# Part 1 - Creating Initial Dataframe

Importing all the libraries

In [1]:
import numpy as np
import pandas as pd
import requests
from bs4 import BeautifulSoup
import geocoder

Making a beautifulsoup object given the site link.

In [2]:
URL = 'https://en.wikipedia.org/w/index.php?title=List_of_postal_codes_of_Canada:_M&direction=prev&oldid=926287641'
page = requests.get(URL)

soup = BeautifulSoup(page.content, 'html.parser')

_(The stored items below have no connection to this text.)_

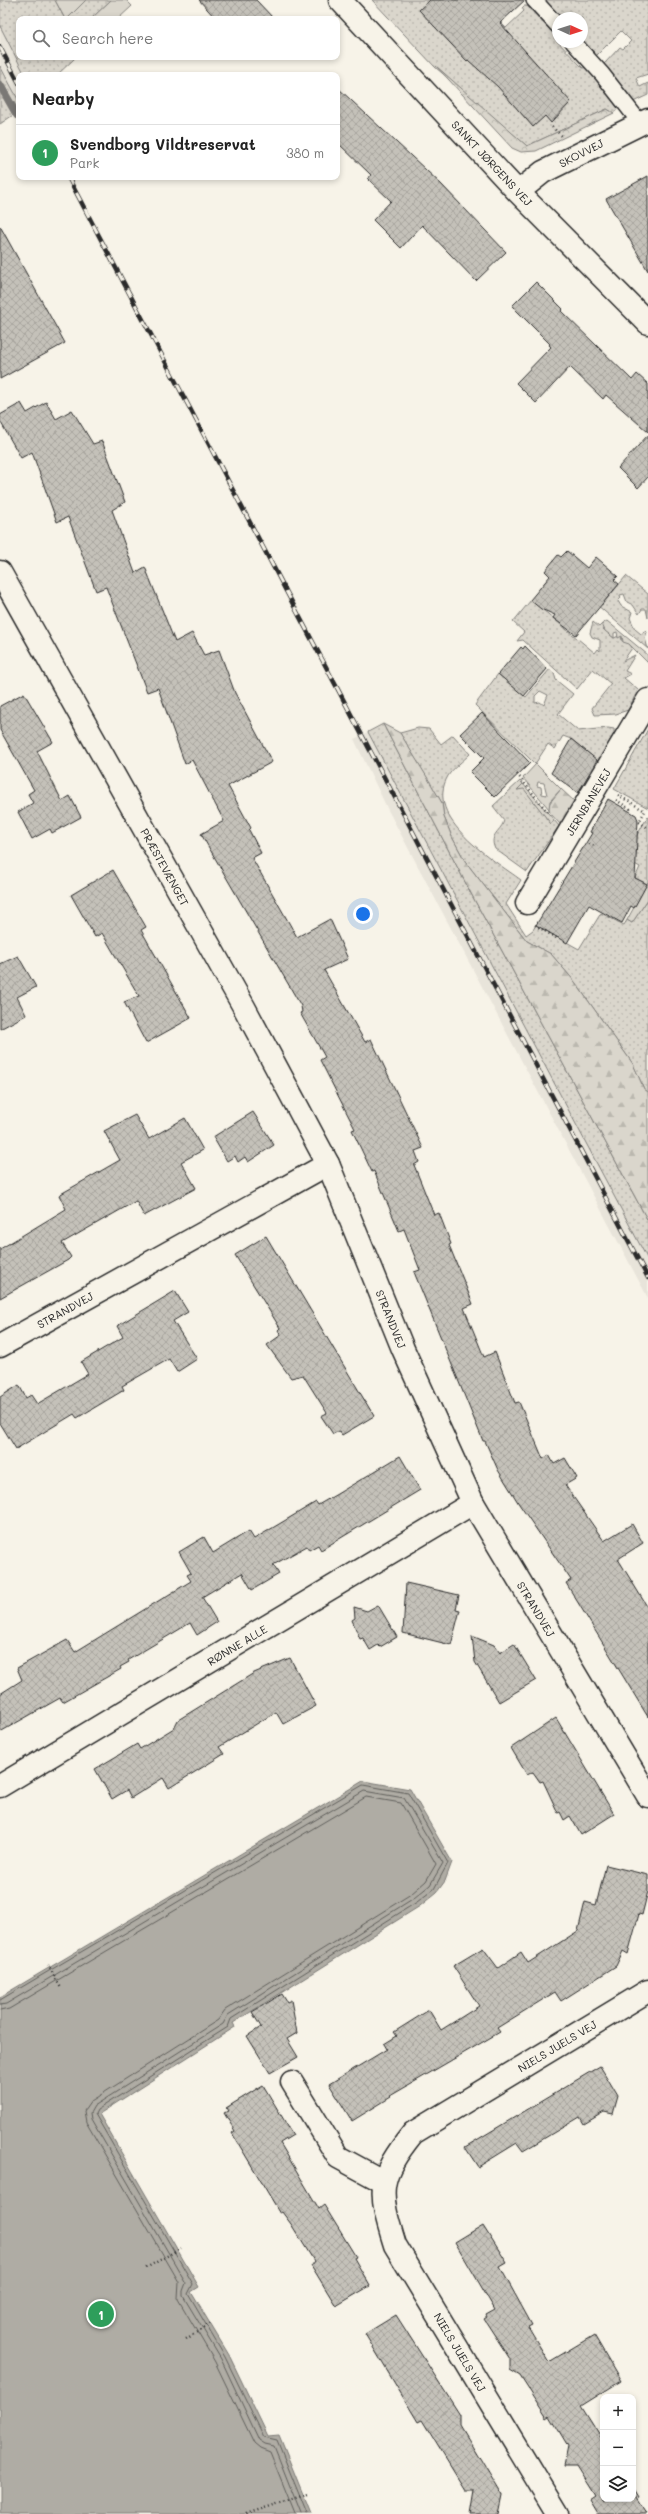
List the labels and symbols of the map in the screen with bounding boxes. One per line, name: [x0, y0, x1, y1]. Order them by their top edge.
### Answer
north arrow: [552, 12, 588, 48]
street label: SANKT JØRGENS VEJ: [448, 117, 536, 209]
street label: SKOVVEJ: [556, 135, 606, 171]
street label: JERNBANEVEJ: [562, 766, 614, 838]
street label: PRÆSTEVÆNGET: [137, 825, 193, 909]
your location: [353, 904, 373, 924]
street label: STRANDVEJ: [372, 1287, 410, 1351]
street label: STRANDVEJ: [34, 1288, 96, 1332]
street label: STRANDVEJ: [514, 1579, 558, 1639]
street label: RØNNE ALLE: [204, 1621, 270, 1669]
street label: NIELS JUELS VEJ: [515, 2017, 599, 2075]
pin: 1: [88, 2299, 114, 2329]
street label: NIELS JUELS VEJ: [431, 2310, 489, 2394]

Finding the table in the html code.

In [3]:
table=soup.find('table')

Creating an inital rough table with all the details.

In [4]:
table_contents=[]
for row in table.findAll('tr')[1:]:
    cell = {}
    if row.findAll('td')[1:2][0].text=='Not assigned':     ## If 'Borough' is 'Not assigned' then we simply ignore the row
        pass
    else:
        cell['PostalCode'] = row.td.text[:3]
        cell['Borough'] = row.findAll('td')[1:2][0].text.strip("\n")
        
        ## If 'Neighborhood' is 'Not assigned' then we give it the value from 'Borough'
        if row.findAll('td')[2:3][0].text == 'Not assigned\n':
            cell['Neighborhood'] = row.findAll('td')[1:2][0].text.strip("\n")
        else:
            cell['Neighborhood'] = row.findAll('td')[2:3][0].text.strip("\n")
        
        ## Appending it to the list
        table_contents.append(cell)

Converting list to dataframes.

In [5]:
df=pd.DataFrame(table_contents)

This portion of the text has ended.